10 Linear Regression 3: Discussions on OLS Assumptions

10.1 Introduction

Remember that we have four assumptions in OLS estimation

Random sample: \(\{ Y_i , X_{i1}, \ldots, X_{iK} \}\) is i.i.d. drawn sample - i.i.d.: identically and independently distributed
\(\epsilon_i\) has zero conditional mean \[ E[ \epsilon_i | X_{i1}, \ldots, X_{iK}] = 0 \]
- This implies \(Cov(X_{ik}, \epsilon_i) = 0\) for all \(k\). (or \(E[\epsilon_i X_{ik}] = 0\))
- No correlation between error term and explanatory variables.
Large outliers are unlikely:
- The random variable \(Y_i\) and \(X_{ik}\) have finite fourth moments.
No perfect multicollinearity:
- There is no linear relationship betwen explanatory variables.

The OLS estimator has ideal properties (consistency, asymptotic normality, unbiasdness) under these assumptions.
In this chapter, we study the role of these assumptions.
In particular, we focus on the following two assumptions
1. No correlation between \(\epsilon_{it}\) and \(X_{ik}\)
2. No perfect multicollinearity

10.2 Endogeneity problem

When \(Cov(x_k, \epsilon)=0\) does not hold, we have endogeneity problem
- We call such \(x_k\) an endogenous variable.
There are several cases in which we have endogeneity problem
1. Omitted variable bias
2. Measurement error
3. Simultaneity
4. Sample selection
Here, I focus on the omitted variable bias.

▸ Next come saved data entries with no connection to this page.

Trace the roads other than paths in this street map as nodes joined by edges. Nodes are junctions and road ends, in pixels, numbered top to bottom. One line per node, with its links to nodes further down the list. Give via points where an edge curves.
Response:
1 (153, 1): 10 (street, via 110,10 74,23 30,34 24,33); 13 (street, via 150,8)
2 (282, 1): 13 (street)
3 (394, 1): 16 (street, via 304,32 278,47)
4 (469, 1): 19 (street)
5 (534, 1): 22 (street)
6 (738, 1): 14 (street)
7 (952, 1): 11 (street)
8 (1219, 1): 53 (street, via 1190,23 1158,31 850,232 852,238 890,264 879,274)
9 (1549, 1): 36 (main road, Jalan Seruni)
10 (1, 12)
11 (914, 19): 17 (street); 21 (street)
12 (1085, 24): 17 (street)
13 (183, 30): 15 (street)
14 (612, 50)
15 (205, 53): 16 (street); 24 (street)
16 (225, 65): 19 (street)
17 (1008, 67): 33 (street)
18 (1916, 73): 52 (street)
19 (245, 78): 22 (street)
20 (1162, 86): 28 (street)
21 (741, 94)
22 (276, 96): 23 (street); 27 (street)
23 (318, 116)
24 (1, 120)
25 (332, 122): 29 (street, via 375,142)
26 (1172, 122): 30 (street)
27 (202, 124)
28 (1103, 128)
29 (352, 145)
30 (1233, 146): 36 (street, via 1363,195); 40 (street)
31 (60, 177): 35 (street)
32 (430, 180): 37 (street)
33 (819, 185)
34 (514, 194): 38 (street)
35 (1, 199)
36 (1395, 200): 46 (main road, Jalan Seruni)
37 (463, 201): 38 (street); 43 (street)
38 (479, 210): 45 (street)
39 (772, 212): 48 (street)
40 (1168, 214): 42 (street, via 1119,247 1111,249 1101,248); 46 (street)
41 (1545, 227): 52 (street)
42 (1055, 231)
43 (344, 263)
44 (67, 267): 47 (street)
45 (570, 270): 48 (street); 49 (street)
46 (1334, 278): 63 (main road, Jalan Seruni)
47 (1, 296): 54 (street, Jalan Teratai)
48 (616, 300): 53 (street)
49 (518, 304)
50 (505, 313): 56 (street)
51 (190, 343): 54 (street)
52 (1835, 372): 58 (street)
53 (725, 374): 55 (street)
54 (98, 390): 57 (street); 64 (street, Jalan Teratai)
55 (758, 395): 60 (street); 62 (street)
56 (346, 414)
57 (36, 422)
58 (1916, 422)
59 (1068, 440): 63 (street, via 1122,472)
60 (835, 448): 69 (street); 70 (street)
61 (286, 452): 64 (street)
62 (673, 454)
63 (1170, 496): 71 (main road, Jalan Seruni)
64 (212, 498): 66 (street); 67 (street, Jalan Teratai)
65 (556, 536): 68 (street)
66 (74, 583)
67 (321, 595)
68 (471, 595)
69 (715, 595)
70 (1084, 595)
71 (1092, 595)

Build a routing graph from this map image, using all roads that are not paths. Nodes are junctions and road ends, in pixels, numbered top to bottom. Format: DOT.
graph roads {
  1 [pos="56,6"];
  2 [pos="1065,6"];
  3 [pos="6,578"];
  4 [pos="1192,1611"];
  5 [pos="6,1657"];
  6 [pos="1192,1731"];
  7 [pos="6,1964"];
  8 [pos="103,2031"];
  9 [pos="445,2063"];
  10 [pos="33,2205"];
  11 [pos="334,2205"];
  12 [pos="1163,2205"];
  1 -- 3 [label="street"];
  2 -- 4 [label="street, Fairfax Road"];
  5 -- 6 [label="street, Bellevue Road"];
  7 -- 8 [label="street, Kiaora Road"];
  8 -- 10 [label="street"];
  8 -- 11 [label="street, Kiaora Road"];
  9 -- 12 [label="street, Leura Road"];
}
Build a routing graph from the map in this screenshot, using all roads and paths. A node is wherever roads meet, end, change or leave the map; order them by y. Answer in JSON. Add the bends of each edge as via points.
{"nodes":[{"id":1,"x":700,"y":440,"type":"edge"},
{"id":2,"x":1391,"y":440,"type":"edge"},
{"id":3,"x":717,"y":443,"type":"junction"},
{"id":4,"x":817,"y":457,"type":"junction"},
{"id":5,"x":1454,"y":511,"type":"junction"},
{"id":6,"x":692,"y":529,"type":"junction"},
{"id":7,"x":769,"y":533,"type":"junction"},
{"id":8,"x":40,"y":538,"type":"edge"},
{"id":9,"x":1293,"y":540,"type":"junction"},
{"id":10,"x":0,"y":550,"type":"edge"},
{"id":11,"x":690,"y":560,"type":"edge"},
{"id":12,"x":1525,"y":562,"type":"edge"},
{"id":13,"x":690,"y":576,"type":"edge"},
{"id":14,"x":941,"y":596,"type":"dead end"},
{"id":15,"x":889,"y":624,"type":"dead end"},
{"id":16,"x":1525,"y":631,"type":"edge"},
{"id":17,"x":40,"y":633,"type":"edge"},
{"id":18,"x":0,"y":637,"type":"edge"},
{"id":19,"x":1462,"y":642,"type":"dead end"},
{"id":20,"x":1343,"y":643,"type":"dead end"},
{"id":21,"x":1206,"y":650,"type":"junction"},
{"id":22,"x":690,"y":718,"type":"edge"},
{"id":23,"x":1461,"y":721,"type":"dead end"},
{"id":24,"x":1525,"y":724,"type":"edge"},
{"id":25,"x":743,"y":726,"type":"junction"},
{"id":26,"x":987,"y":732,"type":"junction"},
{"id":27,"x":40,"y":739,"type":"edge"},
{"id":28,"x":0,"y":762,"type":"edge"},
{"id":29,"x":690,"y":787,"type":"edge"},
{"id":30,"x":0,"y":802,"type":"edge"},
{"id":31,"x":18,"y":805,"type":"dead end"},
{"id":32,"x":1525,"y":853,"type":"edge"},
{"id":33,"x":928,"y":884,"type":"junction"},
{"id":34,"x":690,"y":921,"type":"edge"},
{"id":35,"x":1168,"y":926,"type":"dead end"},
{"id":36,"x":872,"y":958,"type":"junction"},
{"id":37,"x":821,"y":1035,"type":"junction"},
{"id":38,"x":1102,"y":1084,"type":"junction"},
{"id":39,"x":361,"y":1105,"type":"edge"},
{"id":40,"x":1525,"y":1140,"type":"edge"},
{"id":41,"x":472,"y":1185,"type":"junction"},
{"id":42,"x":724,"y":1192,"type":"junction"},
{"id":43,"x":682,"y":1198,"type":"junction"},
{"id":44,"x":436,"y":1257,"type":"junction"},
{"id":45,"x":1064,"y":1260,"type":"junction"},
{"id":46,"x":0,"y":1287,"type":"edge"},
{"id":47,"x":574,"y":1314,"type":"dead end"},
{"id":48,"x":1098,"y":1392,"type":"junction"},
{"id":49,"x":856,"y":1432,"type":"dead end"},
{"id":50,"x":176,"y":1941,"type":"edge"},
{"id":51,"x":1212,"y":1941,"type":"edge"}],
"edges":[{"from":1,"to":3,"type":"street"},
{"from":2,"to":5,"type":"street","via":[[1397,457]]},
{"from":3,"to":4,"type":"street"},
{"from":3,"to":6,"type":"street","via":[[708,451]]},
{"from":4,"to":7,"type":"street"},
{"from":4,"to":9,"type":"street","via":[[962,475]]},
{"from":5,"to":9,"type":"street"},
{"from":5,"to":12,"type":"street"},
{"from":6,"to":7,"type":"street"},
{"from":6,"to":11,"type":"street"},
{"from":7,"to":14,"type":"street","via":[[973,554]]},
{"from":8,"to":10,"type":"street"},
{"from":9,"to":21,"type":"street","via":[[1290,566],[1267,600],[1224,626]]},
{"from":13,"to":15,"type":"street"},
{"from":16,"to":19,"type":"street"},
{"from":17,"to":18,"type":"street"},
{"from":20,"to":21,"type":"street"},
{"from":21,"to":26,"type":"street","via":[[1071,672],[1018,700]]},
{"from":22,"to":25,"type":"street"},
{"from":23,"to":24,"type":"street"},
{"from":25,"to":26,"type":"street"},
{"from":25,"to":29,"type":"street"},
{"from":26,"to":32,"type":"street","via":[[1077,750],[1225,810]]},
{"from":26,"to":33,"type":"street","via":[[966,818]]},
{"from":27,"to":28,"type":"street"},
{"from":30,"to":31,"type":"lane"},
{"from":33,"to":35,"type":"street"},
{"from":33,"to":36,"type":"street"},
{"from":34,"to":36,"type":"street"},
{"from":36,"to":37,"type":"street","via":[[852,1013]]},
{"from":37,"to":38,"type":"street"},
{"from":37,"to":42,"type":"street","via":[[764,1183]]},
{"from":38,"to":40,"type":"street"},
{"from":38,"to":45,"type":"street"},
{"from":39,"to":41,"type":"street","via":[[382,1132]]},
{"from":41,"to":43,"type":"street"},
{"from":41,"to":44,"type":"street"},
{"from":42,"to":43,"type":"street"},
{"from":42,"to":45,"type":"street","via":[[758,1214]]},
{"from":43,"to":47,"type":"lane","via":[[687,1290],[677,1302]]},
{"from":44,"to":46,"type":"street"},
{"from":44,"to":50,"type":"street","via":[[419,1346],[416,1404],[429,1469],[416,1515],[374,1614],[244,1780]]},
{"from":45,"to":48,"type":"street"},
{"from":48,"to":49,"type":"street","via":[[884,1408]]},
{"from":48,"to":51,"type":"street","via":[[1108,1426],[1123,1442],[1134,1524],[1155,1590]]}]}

10.2.1 Omitted variable bias

Consider the wage regression equation (true model) \[ \begin{aligned} \log W_{i} &=& & \beta_{0}+\beta_{1}S_{i}+\beta_{2}A_{i}+u_{i} \\ E[u_{i}|S_{i},A_{i}] &=& & 0 \end{aligned} \] where \(W_{i}\) is wage, \(S_{i}\) is the years of schooling, and \(A_{i}\) is the ability.
What we want to know is \(\beta_1\), the effect of the schooling on the wage holding other things fixed. Also called the returns from education.
An issue is that we do not often observe the ability of a person directly.
Suppose that you omit \(A_i\) and run the following regression instead. \[ \log W_{i} = \alpha_{0}+\alpha_{1} S_{i} + v_i \] - Notice that \(v_i = \beta_2 A_i + u_i\), so that \(S_i\) and \(v_i\) is likely to be correlated.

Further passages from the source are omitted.